■ **RECORDS SHOWN**:

##########

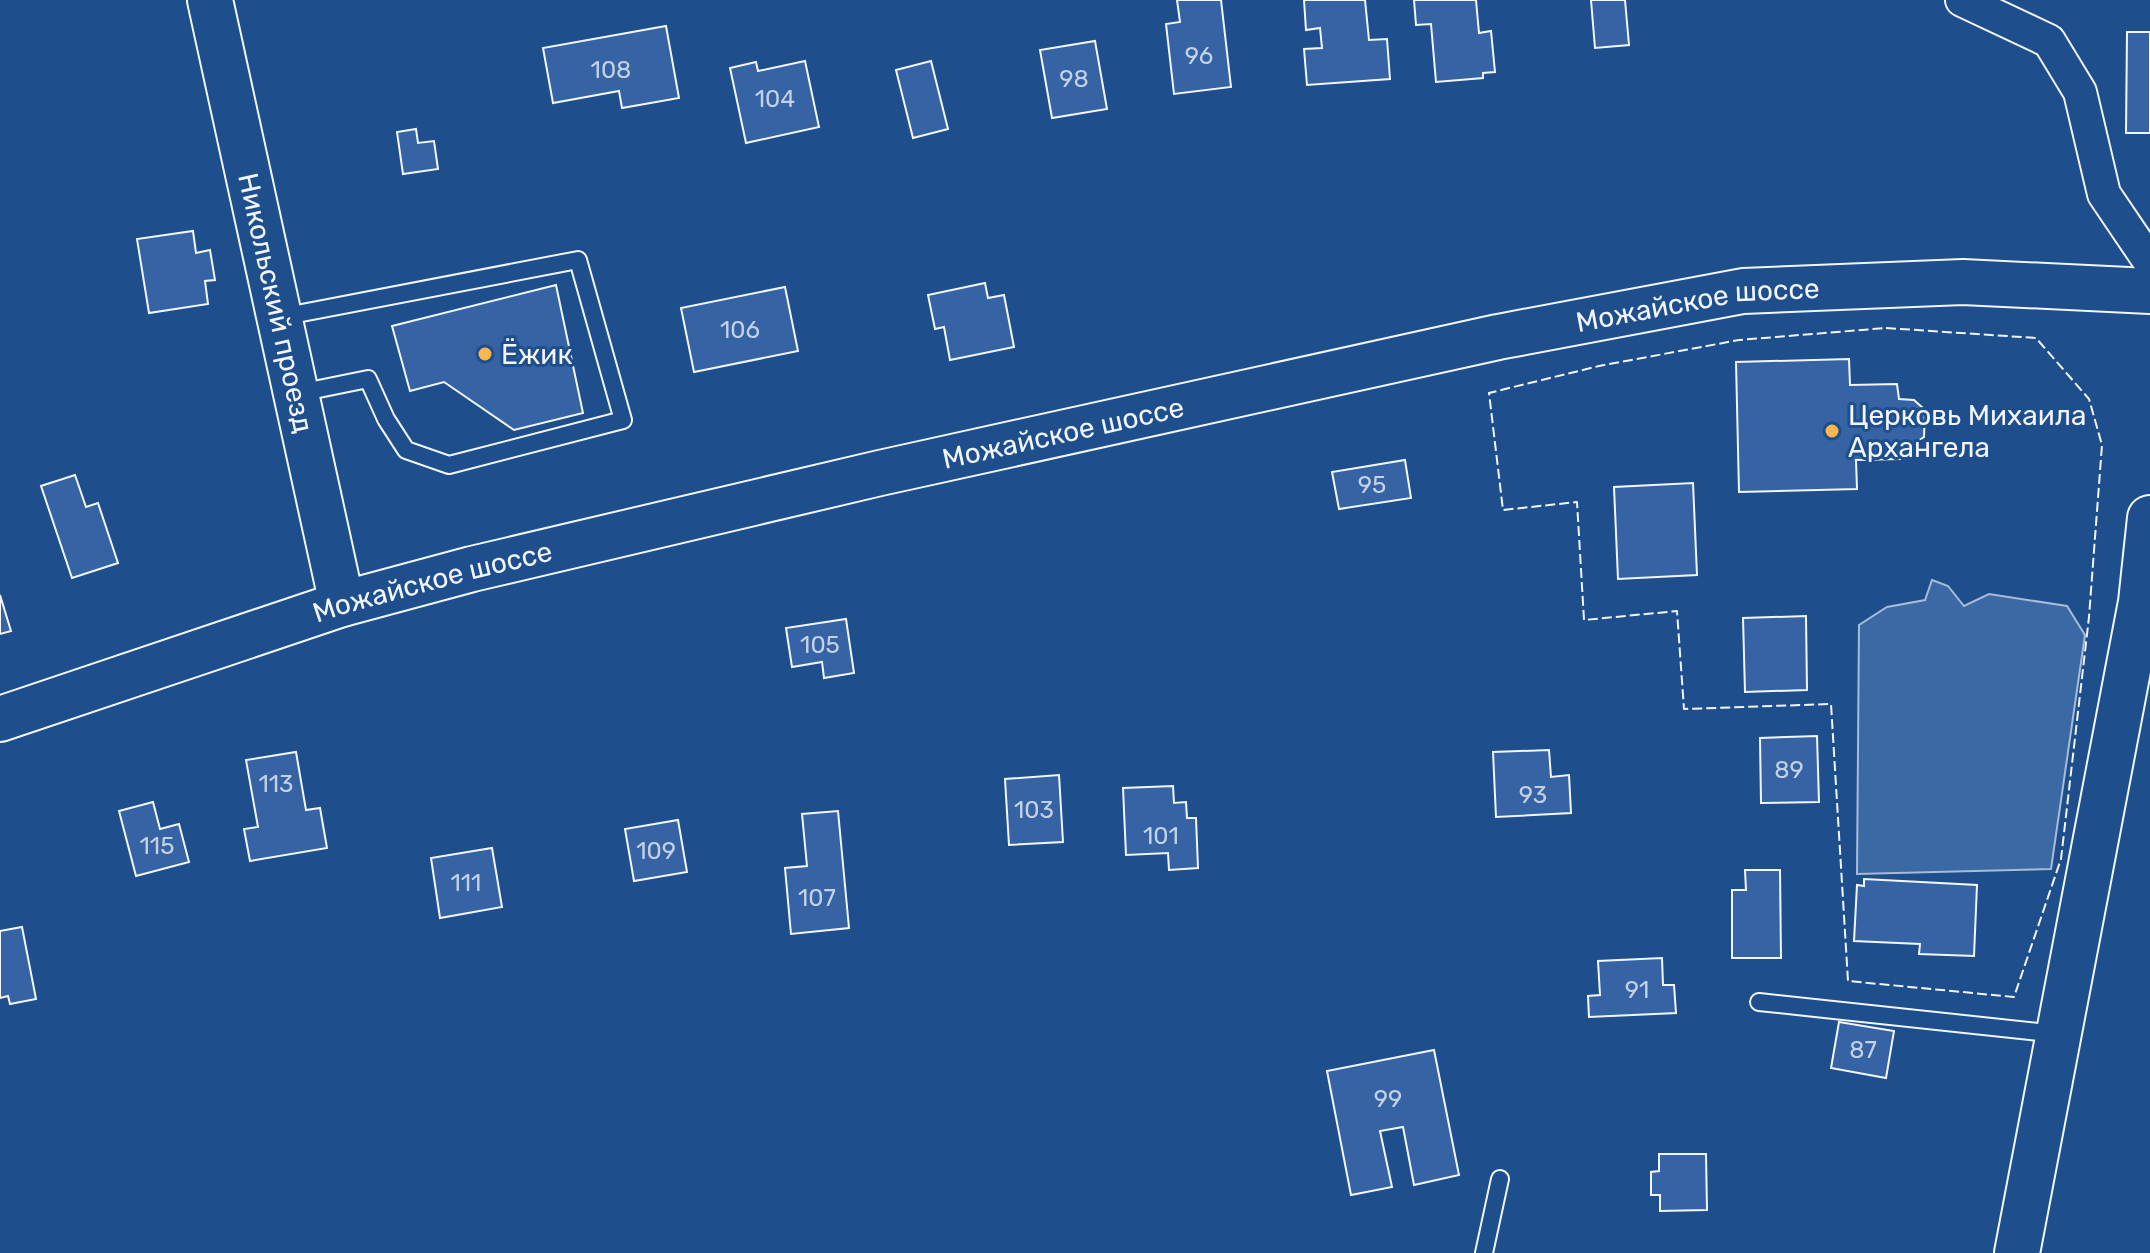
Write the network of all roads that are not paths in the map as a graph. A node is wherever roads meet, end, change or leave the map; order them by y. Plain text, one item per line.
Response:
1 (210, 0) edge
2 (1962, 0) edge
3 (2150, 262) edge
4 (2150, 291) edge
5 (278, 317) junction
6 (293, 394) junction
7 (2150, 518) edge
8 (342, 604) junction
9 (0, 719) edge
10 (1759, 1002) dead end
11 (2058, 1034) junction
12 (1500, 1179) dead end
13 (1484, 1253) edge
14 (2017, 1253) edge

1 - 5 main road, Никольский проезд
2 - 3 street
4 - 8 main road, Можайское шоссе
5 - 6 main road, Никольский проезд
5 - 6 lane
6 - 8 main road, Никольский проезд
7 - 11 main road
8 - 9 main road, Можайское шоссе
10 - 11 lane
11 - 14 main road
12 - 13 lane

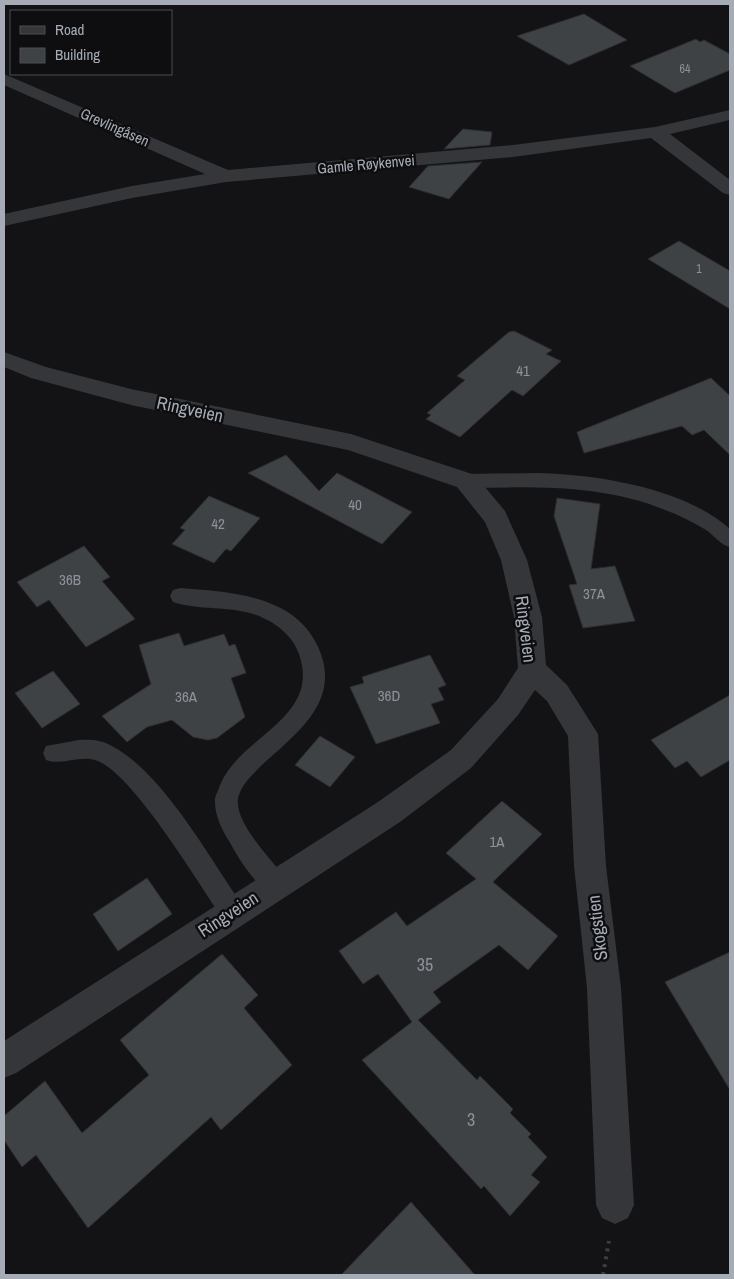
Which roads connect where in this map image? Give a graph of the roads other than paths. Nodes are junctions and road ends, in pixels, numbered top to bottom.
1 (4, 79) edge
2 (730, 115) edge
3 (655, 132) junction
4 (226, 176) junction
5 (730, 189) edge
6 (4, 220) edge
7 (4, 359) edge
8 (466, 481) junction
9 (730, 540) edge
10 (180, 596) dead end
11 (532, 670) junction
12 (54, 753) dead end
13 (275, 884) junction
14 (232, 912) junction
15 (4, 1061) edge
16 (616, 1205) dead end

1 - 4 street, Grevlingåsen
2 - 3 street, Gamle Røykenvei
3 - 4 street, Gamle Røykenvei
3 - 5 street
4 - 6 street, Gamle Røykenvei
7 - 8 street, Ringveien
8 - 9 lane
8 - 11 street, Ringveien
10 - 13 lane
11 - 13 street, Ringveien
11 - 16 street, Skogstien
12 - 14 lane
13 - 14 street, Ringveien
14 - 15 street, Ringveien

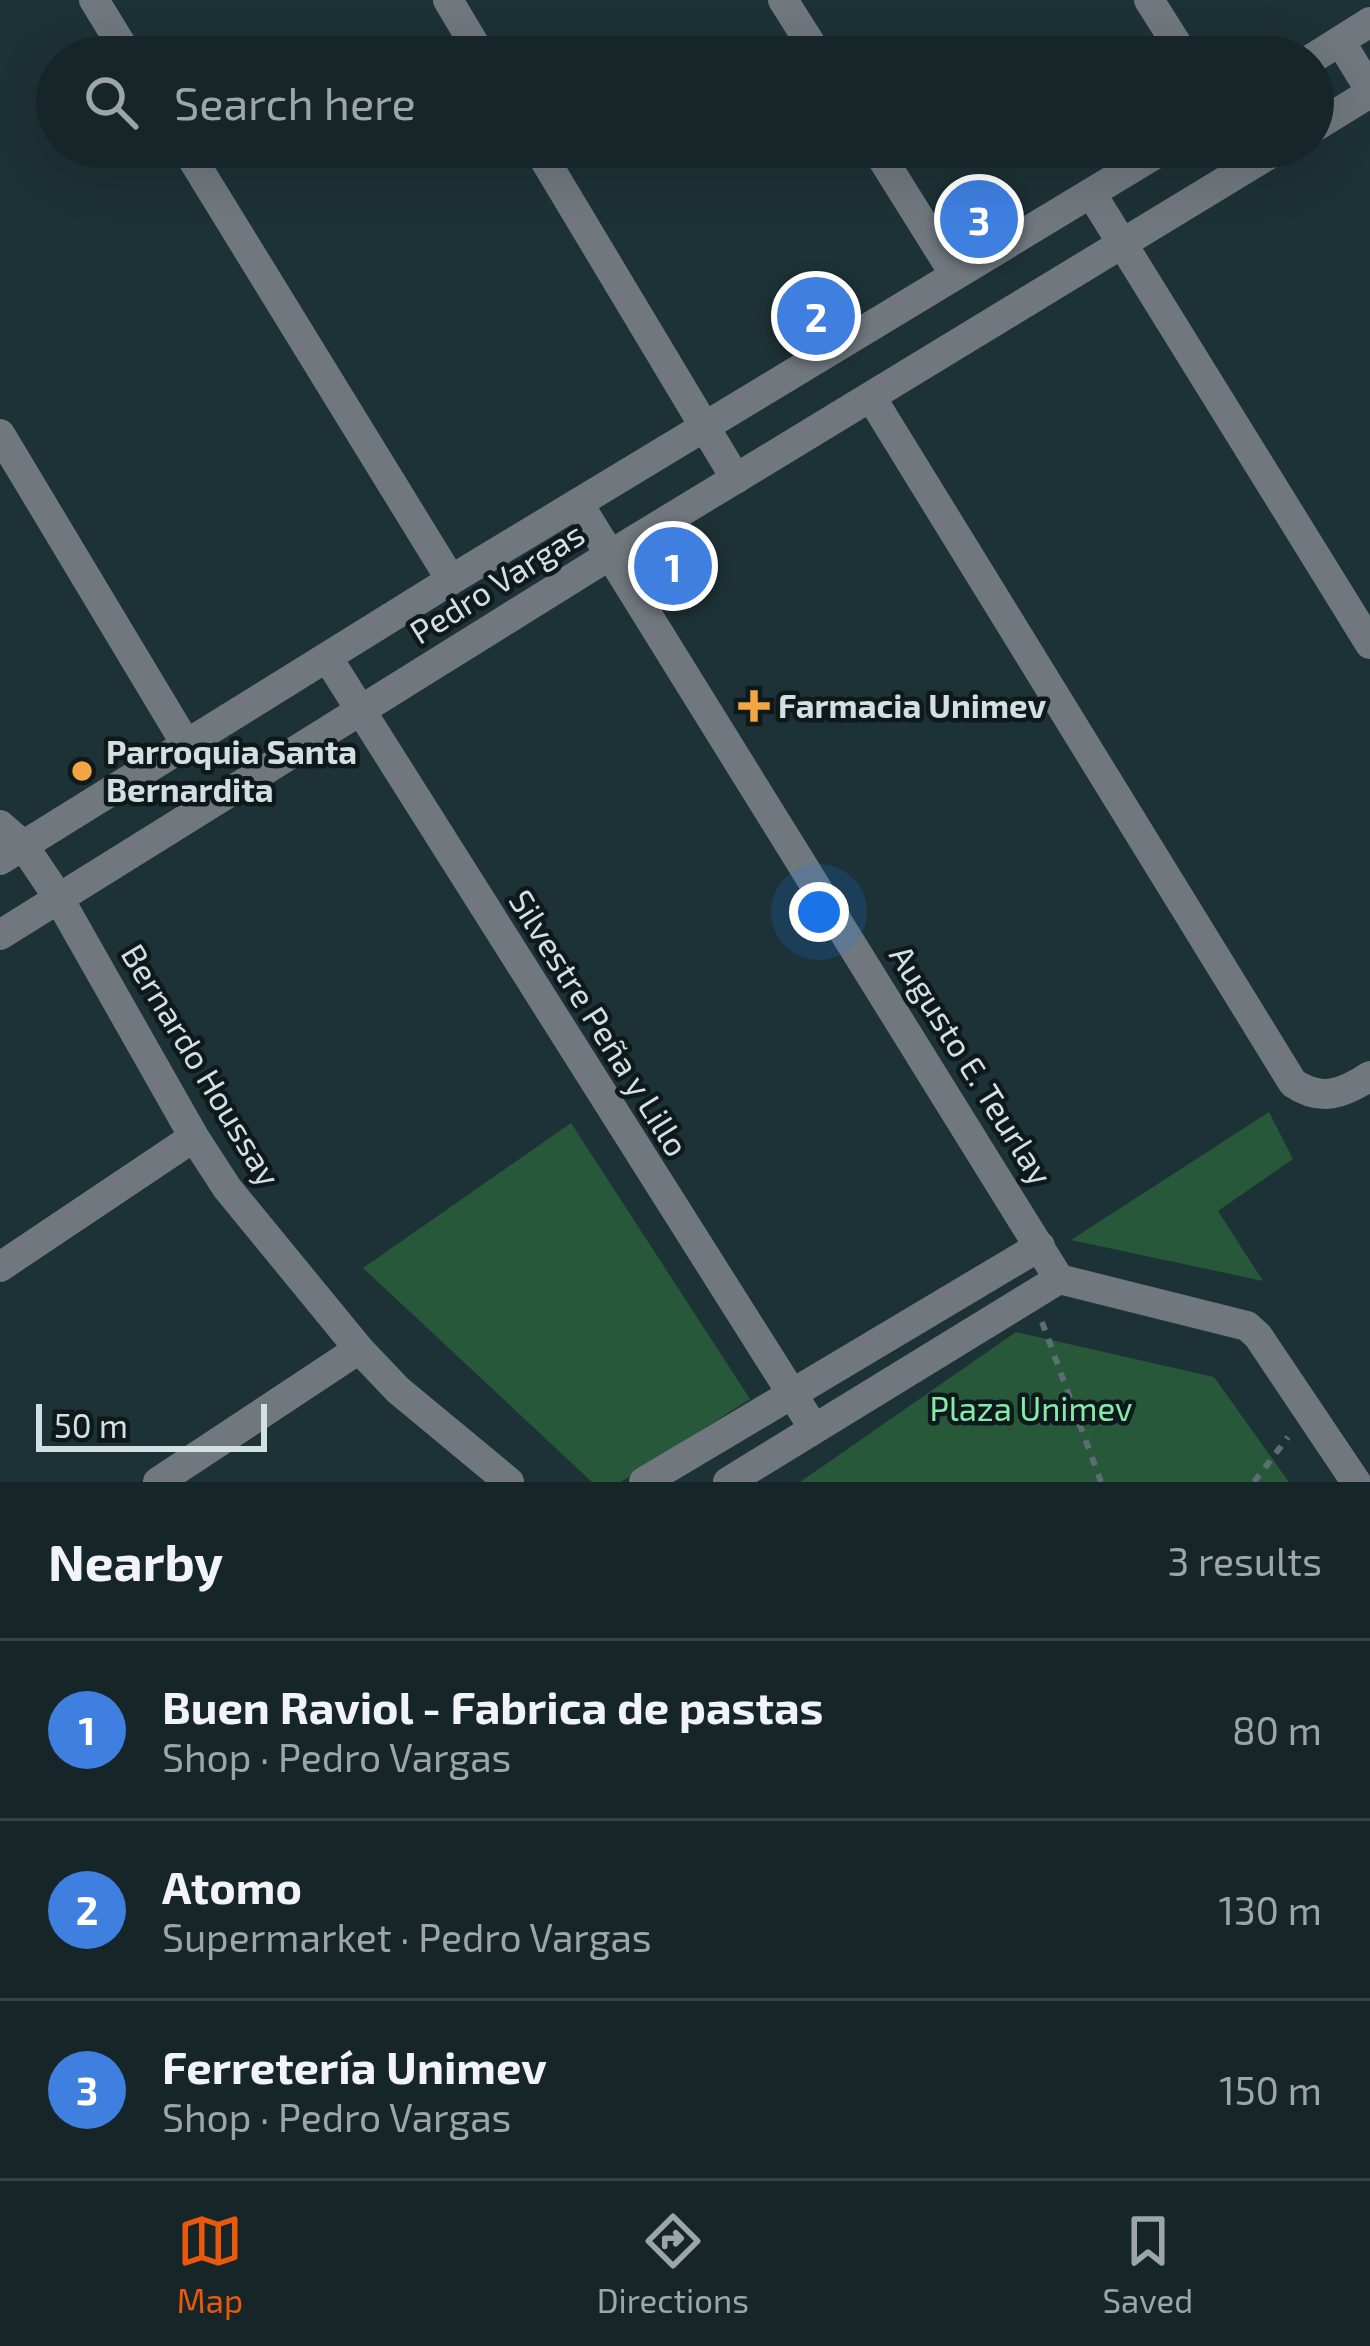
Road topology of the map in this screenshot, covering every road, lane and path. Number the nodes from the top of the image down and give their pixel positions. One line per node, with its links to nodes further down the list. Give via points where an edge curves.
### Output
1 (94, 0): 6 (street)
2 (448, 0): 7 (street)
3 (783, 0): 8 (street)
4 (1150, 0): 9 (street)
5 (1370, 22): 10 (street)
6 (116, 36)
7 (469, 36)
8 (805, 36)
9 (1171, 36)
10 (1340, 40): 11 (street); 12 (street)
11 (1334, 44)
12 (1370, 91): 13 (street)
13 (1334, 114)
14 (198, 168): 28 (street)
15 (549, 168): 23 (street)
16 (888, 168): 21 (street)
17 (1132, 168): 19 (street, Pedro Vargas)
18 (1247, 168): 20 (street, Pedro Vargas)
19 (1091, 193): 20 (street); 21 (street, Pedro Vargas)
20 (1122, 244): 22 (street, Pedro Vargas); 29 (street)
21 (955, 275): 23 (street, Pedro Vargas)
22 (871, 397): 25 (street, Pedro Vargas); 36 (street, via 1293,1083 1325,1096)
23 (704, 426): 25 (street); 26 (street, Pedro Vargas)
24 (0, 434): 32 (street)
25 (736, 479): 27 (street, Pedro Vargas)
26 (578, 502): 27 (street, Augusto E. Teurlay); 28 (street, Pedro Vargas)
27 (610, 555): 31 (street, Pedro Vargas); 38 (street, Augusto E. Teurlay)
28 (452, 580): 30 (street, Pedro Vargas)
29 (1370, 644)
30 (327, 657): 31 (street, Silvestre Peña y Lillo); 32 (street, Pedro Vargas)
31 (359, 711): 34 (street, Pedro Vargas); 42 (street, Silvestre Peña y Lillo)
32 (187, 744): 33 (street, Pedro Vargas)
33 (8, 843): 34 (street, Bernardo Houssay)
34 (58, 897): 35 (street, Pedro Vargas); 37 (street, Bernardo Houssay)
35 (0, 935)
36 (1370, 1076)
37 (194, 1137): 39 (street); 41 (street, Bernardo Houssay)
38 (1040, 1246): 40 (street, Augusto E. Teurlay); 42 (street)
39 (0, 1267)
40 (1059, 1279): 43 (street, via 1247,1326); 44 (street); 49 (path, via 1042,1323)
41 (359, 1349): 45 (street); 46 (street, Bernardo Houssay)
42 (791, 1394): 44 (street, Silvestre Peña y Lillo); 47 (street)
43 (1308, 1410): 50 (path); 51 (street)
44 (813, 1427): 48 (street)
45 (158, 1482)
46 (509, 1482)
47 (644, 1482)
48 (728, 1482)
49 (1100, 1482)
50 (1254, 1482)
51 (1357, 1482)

##########

■ **WORK INSTRUCTIONS**: Pictures stay out. Everything else in the listing gets printed exactly.

■ **RESULT OF THIS EXERCISE**:
Write the network of all roads that are not paths in the map as a graph. A node is wherever roads meet, end, change or leave the map; order them by y. Plain text, one item per line.
Response:
1 (210, 0) edge
2 (1962, 0) edge
3 (2150, 262) edge
4 (2150, 291) edge
5 (278, 317) junction
6 (293, 394) junction
7 (2150, 518) edge
8 (342, 604) junction
9 (0, 719) edge
10 (1759, 1002) dead end
11 (2058, 1034) junction
12 (1500, 1179) dead end
13 (1484, 1253) edge
14 (2017, 1253) edge

1 - 5 main road, Никольский проезд
2 - 3 street
4 - 8 main road, Можайское шоссе
5 - 6 main road, Никольский проезд
5 - 6 lane
6 - 8 main road, Никольский проезд
7 - 11 main road
8 - 9 main road, Можайское шоссе
10 - 11 lane
11 - 14 main road
12 - 13 lane

Which roads connect where in this map image? Give a graph of the roads other than paths. Nodes are junctions and road ends, in pixels, numbered top to bottom.
1 (4, 79) edge
2 (730, 115) edge
3 (655, 132) junction
4 (226, 176) junction
5 (730, 189) edge
6 (4, 220) edge
7 (4, 359) edge
8 (466, 481) junction
9 (730, 540) edge
10 (180, 596) dead end
11 (532, 670) junction
12 (54, 753) dead end
13 (275, 884) junction
14 (232, 912) junction
15 (4, 1061) edge
16 (616, 1205) dead end

1 - 4 street, Grevlingåsen
2 - 3 street, Gamle Røykenvei
3 - 4 street, Gamle Røykenvei
3 - 5 street
4 - 6 street, Gamle Røykenvei
7 - 8 street, Ringveien
8 - 9 lane
8 - 11 street, Ringveien
10 - 13 lane
11 - 13 street, Ringveien
11 - 16 street, Skogstien
12 - 14 lane
13 - 14 street, Ringveien
14 - 15 street, Ringveien

Road topology of the map in this screenshot, covering every road, lane and path. Number the nodes from the top of the image down and give their pixel positions. One line per node, with its links to nodes further down the list. Give via points where an edge curves.
### Output
1 (94, 0): 6 (street)
2 (448, 0): 7 (street)
3 (783, 0): 8 (street)
4 (1150, 0): 9 (street)
5 (1370, 22): 10 (street)
6 (116, 36)
7 (469, 36)
8 (805, 36)
9 (1171, 36)
10 (1340, 40): 11 (street); 12 (street)
11 (1334, 44)
12 (1370, 91): 13 (street)
13 (1334, 114)
14 (198, 168): 28 (street)
15 (549, 168): 23 (street)
16 (888, 168): 21 (street)
17 (1132, 168): 19 (street, Pedro Vargas)
18 (1247, 168): 20 (street, Pedro Vargas)
19 (1091, 193): 20 (street); 21 (street, Pedro Vargas)
20 (1122, 244): 22 (street, Pedro Vargas); 29 (street)
21 (955, 275): 23 (street, Pedro Vargas)
22 (871, 397): 25 (street, Pedro Vargas); 36 (street, via 1293,1083 1325,1096)
23 (704, 426): 25 (street); 26 (street, Pedro Vargas)
24 (0, 434): 32 (street)
25 (736, 479): 27 (street, Pedro Vargas)
26 (578, 502): 27 (street, Augusto E. Teurlay); 28 (street, Pedro Vargas)
27 (610, 555): 31 (street, Pedro Vargas); 38 (street, Augusto E. Teurlay)
28 (452, 580): 30 (street, Pedro Vargas)
29 (1370, 644)
30 (327, 657): 31 (street, Silvestre Peña y Lillo); 32 (street, Pedro Vargas)
31 (359, 711): 34 (street, Pedro Vargas); 42 (street, Silvestre Peña y Lillo)
32 (187, 744): 33 (street, Pedro Vargas)
33 (8, 843): 34 (street, Bernardo Houssay)
34 (58, 897): 35 (street, Pedro Vargas); 37 (street, Bernardo Houssay)
35 (0, 935)
36 (1370, 1076)
37 (194, 1137): 39 (street); 41 (street, Bernardo Houssay)
38 (1040, 1246): 40 (street, Augusto E. Teurlay); 42 (street)
39 (0, 1267)
40 (1059, 1279): 43 (street, via 1247,1326); 44 (street); 49 (path, via 1042,1323)
41 (359, 1349): 45 (street); 46 (street, Bernardo Houssay)
42 (791, 1394): 44 (street, Silvestre Peña y Lillo); 47 (street)
43 (1308, 1410): 50 (path); 51 (street)
44 (813, 1427): 48 (street)
45 (158, 1482)
46 (509, 1482)
47 (644, 1482)
48 (728, 1482)
49 (1100, 1482)
50 (1254, 1482)
51 (1357, 1482)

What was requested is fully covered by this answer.